Le Canada pourrait avoir une longueur d’avance en reconnaissant le potentiel économique et les besoins de sécurité de l’Afrique et en s’efforçant d’élargir son engagement en Afrique. En tant que nation occidentale sans histoire coloniale en Afrique et en tant que membre à la fois du Commonwealth et de la francophonie, le Canada pourrait avoir des avantages uniques sur le continent. La tendance du gouvernement actuel est de donner la priorité à l’image plutôt qu’aux résultats. À l’avenir, nous devons tirer parti de nos avantages pour transformer les bons sentiments en impacts concrets, tant dans la politique que dans le commerce.

L’un des plus grands obstacles à l’augmentation de l’engagement interpersonnel avec les nations africaines est notre système d’immigration en difficulté. Des arriérés scandaleux et des problèmes de racisme bien documentés dans la prise de décision en matière d’immigration freinent nos relations avec les pays d’Afrique. Lorsque les étudiants du continent qui ont été acceptés par les établissements postsecondaires canadiens, les délégations officielles et les chefs d’entreprise à la recherche de visites à court terme se voient souvent refuser des visas, des relations qui pourraient être très fructueuses ne se construisent jamais. Les problèmes de visas sont si graves qu’ils sèment la méfiance et la mauvaise volonté. Nos échecs dans le traitement des demandes d’immigration nuisent à notre politique étrangère.

« Le Canada a besoin d’une stratégie d’engagement forte et cohérente avec l’Afrique »
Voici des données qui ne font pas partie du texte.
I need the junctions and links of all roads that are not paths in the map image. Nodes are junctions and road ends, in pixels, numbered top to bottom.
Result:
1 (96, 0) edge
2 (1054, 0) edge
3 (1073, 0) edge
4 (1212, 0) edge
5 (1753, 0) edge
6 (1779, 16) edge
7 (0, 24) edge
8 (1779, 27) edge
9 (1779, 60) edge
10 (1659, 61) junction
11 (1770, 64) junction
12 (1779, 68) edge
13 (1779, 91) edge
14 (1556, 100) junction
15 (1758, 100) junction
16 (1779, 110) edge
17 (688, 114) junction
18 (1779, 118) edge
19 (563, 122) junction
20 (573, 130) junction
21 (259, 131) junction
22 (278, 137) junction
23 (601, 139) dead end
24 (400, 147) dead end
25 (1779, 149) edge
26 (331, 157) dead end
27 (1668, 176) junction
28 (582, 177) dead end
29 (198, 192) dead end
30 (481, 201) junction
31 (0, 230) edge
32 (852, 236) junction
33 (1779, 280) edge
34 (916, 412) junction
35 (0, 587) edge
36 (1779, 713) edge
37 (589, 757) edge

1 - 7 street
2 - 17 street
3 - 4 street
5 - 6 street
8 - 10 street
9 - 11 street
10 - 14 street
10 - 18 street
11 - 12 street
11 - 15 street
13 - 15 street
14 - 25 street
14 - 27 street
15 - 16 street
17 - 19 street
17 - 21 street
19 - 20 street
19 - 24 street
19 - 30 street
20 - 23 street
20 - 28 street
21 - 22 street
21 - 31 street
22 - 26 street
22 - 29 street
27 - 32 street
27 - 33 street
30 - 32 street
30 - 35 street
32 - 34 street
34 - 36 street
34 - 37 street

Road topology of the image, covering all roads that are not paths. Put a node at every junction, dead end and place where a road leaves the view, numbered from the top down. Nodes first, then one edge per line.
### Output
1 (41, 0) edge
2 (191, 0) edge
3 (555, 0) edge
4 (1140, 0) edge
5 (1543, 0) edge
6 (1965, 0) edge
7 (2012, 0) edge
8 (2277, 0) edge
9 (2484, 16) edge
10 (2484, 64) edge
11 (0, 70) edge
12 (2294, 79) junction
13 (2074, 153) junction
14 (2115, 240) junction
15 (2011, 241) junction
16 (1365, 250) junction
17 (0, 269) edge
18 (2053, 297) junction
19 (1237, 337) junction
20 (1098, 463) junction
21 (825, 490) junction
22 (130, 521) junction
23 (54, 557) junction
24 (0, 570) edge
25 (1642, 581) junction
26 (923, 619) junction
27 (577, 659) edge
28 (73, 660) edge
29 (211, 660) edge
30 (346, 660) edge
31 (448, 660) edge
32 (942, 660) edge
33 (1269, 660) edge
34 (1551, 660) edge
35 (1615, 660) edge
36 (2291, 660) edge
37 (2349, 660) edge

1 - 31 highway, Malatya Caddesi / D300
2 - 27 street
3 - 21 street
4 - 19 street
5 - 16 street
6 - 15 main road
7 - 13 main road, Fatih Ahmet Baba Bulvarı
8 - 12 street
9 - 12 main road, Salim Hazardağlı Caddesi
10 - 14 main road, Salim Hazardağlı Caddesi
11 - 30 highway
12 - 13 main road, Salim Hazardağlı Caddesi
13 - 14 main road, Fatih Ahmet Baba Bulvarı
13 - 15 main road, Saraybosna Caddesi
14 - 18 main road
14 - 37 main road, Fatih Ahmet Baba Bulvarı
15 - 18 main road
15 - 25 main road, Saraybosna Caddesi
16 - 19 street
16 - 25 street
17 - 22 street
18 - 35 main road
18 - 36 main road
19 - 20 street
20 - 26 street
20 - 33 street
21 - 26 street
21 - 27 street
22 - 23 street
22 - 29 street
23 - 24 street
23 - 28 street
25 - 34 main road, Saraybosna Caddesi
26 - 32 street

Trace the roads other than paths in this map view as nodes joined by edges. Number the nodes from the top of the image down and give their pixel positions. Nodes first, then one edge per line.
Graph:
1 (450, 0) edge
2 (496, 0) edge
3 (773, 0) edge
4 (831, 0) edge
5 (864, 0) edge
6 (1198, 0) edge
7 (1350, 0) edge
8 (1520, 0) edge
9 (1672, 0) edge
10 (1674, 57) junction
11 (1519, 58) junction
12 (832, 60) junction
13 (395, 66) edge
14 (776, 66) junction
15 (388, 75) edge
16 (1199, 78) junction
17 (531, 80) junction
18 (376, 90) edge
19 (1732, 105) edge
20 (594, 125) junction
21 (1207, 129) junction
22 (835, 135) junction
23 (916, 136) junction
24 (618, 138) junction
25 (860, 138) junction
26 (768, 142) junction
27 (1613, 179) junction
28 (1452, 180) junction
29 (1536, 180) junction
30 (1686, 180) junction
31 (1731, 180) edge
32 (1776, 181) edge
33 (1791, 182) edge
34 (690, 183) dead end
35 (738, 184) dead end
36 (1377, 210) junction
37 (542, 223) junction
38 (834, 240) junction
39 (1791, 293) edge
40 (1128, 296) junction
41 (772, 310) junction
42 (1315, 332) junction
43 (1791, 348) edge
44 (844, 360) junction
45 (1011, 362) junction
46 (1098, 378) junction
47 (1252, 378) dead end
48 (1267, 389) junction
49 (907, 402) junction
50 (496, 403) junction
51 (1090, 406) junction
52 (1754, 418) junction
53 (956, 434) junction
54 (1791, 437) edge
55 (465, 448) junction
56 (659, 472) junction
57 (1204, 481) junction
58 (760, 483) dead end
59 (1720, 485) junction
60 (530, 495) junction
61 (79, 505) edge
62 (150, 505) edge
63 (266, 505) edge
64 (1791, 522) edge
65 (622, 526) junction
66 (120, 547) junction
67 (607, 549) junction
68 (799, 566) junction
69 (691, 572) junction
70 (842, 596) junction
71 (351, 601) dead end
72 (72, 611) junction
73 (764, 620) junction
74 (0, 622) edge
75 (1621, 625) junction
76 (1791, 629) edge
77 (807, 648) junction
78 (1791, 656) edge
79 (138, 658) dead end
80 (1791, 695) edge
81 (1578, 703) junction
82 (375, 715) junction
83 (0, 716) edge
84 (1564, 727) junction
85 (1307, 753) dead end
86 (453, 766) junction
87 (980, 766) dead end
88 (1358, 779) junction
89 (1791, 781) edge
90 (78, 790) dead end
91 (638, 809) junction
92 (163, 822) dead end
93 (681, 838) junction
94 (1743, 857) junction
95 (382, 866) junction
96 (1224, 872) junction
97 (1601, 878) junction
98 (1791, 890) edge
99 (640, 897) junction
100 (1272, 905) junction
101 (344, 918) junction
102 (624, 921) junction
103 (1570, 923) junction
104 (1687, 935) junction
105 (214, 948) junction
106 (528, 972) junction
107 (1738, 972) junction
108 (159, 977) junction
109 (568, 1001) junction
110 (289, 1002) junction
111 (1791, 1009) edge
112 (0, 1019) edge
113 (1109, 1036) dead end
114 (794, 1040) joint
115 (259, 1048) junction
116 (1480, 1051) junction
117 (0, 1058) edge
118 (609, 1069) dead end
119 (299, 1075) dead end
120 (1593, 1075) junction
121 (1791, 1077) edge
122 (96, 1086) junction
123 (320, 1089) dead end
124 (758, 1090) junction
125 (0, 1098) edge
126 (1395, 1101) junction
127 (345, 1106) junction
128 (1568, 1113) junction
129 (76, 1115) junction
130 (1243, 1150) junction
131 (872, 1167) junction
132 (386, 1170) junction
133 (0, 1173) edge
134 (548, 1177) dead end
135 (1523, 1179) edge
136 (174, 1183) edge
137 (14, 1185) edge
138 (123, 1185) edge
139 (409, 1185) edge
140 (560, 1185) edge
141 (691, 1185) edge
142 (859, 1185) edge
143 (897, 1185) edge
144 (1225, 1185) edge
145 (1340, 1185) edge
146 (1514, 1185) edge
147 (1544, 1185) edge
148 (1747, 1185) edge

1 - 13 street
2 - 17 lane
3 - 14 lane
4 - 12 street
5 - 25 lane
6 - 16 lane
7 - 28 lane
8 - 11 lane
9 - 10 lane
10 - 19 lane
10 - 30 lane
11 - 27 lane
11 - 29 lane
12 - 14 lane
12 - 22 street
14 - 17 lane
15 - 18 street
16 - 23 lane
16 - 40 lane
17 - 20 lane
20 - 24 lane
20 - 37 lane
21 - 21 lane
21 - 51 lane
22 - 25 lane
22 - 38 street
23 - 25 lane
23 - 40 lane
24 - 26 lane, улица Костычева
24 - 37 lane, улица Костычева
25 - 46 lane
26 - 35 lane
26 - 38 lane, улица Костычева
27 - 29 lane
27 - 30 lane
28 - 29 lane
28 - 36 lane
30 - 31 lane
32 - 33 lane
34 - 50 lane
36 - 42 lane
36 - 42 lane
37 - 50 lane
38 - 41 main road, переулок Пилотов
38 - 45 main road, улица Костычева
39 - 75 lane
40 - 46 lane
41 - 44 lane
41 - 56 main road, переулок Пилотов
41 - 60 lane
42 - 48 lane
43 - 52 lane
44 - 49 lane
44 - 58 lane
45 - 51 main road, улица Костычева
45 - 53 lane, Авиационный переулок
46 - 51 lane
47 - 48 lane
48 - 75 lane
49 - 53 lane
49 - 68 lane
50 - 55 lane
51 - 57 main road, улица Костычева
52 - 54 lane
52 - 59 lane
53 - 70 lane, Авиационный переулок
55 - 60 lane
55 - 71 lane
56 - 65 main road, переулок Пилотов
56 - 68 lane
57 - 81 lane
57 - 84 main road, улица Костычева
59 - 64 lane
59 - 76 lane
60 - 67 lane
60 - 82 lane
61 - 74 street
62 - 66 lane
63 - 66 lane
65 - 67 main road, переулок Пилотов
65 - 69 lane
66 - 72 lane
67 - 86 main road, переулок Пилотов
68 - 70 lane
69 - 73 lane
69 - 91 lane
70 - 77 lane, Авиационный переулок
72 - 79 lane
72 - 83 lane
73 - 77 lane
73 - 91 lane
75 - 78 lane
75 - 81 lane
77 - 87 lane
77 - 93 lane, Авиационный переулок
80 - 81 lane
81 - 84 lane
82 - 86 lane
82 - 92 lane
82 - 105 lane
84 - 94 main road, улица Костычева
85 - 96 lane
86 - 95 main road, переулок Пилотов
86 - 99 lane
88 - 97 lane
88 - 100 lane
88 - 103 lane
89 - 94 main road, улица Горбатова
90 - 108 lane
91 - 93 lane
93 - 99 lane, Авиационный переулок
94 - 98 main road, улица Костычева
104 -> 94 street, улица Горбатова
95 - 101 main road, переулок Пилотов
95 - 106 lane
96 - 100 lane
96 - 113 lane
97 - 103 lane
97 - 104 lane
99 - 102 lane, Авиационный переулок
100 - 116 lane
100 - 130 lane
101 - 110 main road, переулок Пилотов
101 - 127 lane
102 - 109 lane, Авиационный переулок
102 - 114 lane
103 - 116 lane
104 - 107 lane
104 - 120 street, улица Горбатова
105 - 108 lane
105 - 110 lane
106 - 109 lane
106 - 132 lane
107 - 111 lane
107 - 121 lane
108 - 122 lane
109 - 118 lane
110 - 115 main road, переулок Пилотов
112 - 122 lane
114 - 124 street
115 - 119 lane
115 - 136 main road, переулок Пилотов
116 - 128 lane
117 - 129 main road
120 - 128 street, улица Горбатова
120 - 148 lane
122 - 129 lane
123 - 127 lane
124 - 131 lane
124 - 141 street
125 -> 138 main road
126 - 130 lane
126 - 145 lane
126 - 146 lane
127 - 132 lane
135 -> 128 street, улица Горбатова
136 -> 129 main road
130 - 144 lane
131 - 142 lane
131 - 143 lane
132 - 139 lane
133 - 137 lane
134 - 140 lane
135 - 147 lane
Le Canada a besoin d’une stratégie d’engagement forte et cohérente avec l’Afrique qui comprend un commerce accru et un engagement à promouvoir les liens entre les peuples en affrontant les obstacles du système d’immigration. Cette stratégie préparerait bien le Canada pour l’avenir. Nous sommes confrontés à un avenir à court terme dans lequel l’Afrique sera le champ de conflit entre démocratie et autoritarisme, et à un avenir à long terme dans lequel les nations africaines seront elles-mêmes dominantes. Le Canada pourrait avoir de nombreux avantages à s’engager dans cette dynamique. Nous avons besoin d’un gouvernement prêt à intervenir et à saisir le moment.

*Garnett Genuis est le ministre conservateur canadien du Développement international. Kyle Seeback est le ministre conservateur chargé du commerce international.